"Our building's shaking here, our building's shaking! Oh it's terrific... the building's shaking! This big blast window is shaking! We're holding it with our hands! Look at that rocket go... enter the clouds at 3,000ft! Look at it going... you can see it, you can see it..."
Those were the words of excited US news anchor Walter Cronkite 52 years ago as the first Saturn V rocket sent Apollo 4 into space.
The launch on 9 November 1967 was a hugely significant moment for NASA, and the Apollo programme as a whole. It was the first launch since the Apollo 1 disaster earlier in the year, and the first flight of America's monster rocket, the Saturn V.
Demonstrating that the Saturn V would work as promised was a key milestone, and the mission had already been delayed before the Apollo 1 fire caused NASA to pause for breath in the race to the Moon. Apollo 4, of course, would carry no crew, but it would act as a test bed for the vehicle that would eventually carry humans into orbit and on to the Moon.
Apollo 4's Command and Service Module (CSM) is an interesting beast since it was one of the test Block I vehicles (PDF) and modified to certify some of the changes planned for the upcoming crewed missions in the Block II spacecraft. Those modifications included tweaks to the heat shield, the umbilical connecting the Command to the Service Module and, following Apollo 1, an updated hatch (PDF).
No crew meant that no fripperies such as couches, displays and controls were needed, although a mass simulator for the lunar module was included in the payload.
The mission was also to be an "all-up" test. Where before a stepwise approach might have been taken to check out the stages, Apollo 4 was a complete Saturn V, and the primary objective was to ensure the thing actually worked.

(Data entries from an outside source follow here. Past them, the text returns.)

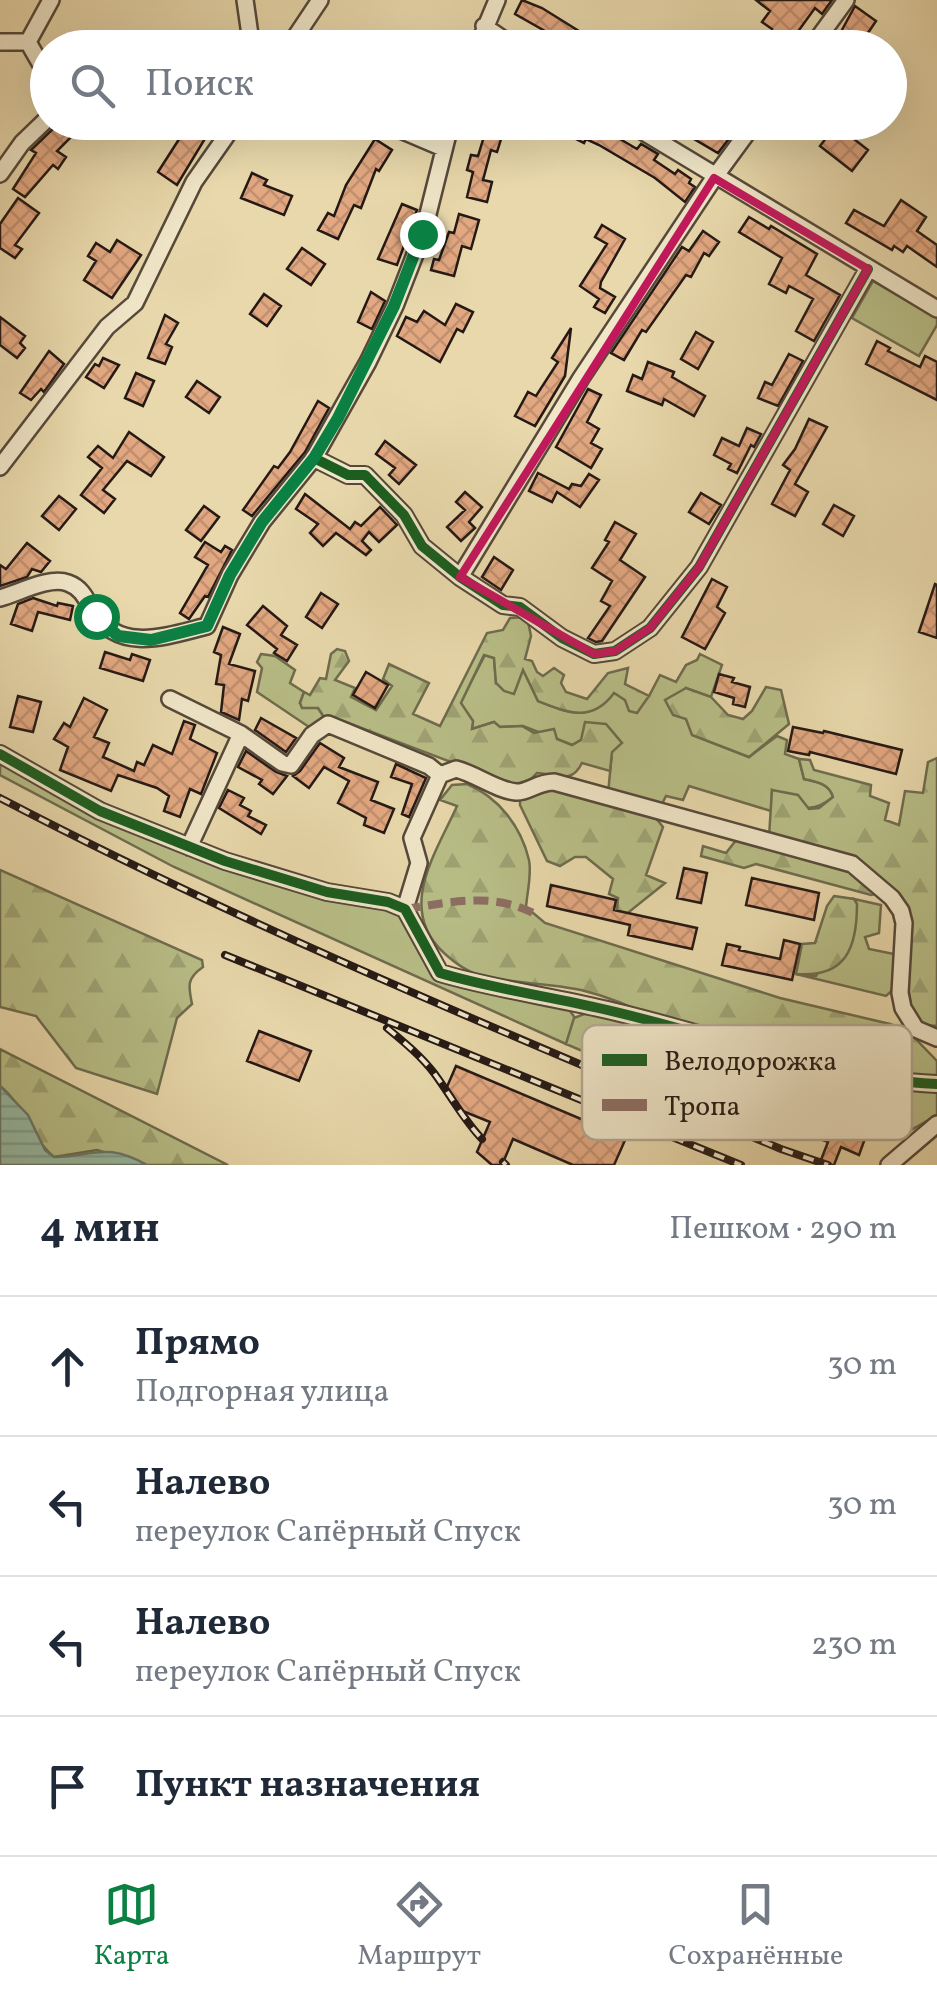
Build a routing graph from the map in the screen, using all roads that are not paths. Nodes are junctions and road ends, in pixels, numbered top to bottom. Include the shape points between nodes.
1 (52, 0) edge
2 (244, 0) edge
3 (320, 0) edge
4 (497, 0) edge
5 (846, 0) edge
6 (484, 26) junction
7 (35, 30) edge
8 (249, 30) edge
9 (300, 30) edge
10 (483, 30) edge
11 (490, 30) edge
12 (824, 30) edge
13 (30, 38) edge
14 (0, 42) edge
15 (28, 42) junction
16 (30, 45) edge
17 (30, 135) edge
18 (223, 140) edge
19 (424, 140) edge
20 (445, 140) edge
21 (655, 140) edge
22 (742, 140) edge
23 (443, 148) junction
24 (0, 174) edge
25 (714, 178) junction
26 (868, 269) junction
27 (937, 309) edge
28 (314, 458) junction
29 (0, 467) edge
30 (460, 577) junction
31 (0, 598) edge
32 (170, 699) dead end
33 (242, 734) junction
34 (0, 754) edge
35 (440, 775) junction
36 (189, 847) junction
37 (405, 909) junction
38 (662, 1025) edge
39 (937, 1038) edge
40 (912, 1083) edge
41 (937, 1084) edge
42 (937, 1124) edge
43 (889, 1165) edge

1 - 7 street
2 - 8 street
3 - 9 street
4 - 6 street
5 - 12 street
6 - 10 street
6 - 11 street
13 - 15 street
14 - 15 street
15 - 16 street
17 - 24 street
18 - 29 street via 194,182 135,303 107,327
19 - 23 street
20 - 23 street
21 - 25 street
22 - 25 street
23 - 28 street via 422,234 394,306
25 - 26 street
25 - 30 street via 580,378
26 - 27 street
26 - 30 street via 700,568 650,628 615,651 594,654
28 - 30 street via 348,476 366,475 404,515 422,546
28 - 31 street via 262,522 207,626 151,640 118,636 96,616 84,592 66,582
32 - 33 street
33 - 35 street via 291,765 312,734 328,724
33 - 36 street
34 - 36 street via 100,811
35 - 37 street via 412,838 419,863
35 - 39 street via 456,768 514,792 554,782 852,864 901,911 903,1008 916,1029
36 - 37 street
37 - 38 street via 440,973
40 - 41 street
42 - 43 street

After the Apollo 1 fire, and with each stage of the Saturn having its own issues, it was a risky move. However, with Russia moving forward with its own Moon programme, NASA felt it had no time to lose.
As well as a test of the Saturn V itself, Apollo 4 was also the first launch from the newly constructed Pad 39A and would exercise the mission support apparatus, including the shiny new Firing Room at Cape Canaveral.
The first Saturn V launch occurred at 12:00:01 UTC on 9 November 1967, destroying or damaging chunks of the launchpad as it did so. The acceleration was substantially less than expected, but the launch overall was a complete success.
Watching the launch, Cronkite described the shaking of the building from where he was observing as the Saturn V's five F-1 engines did their thing (skip to the end of the above video to hear the usually measured tones fall away in the heat of the moment).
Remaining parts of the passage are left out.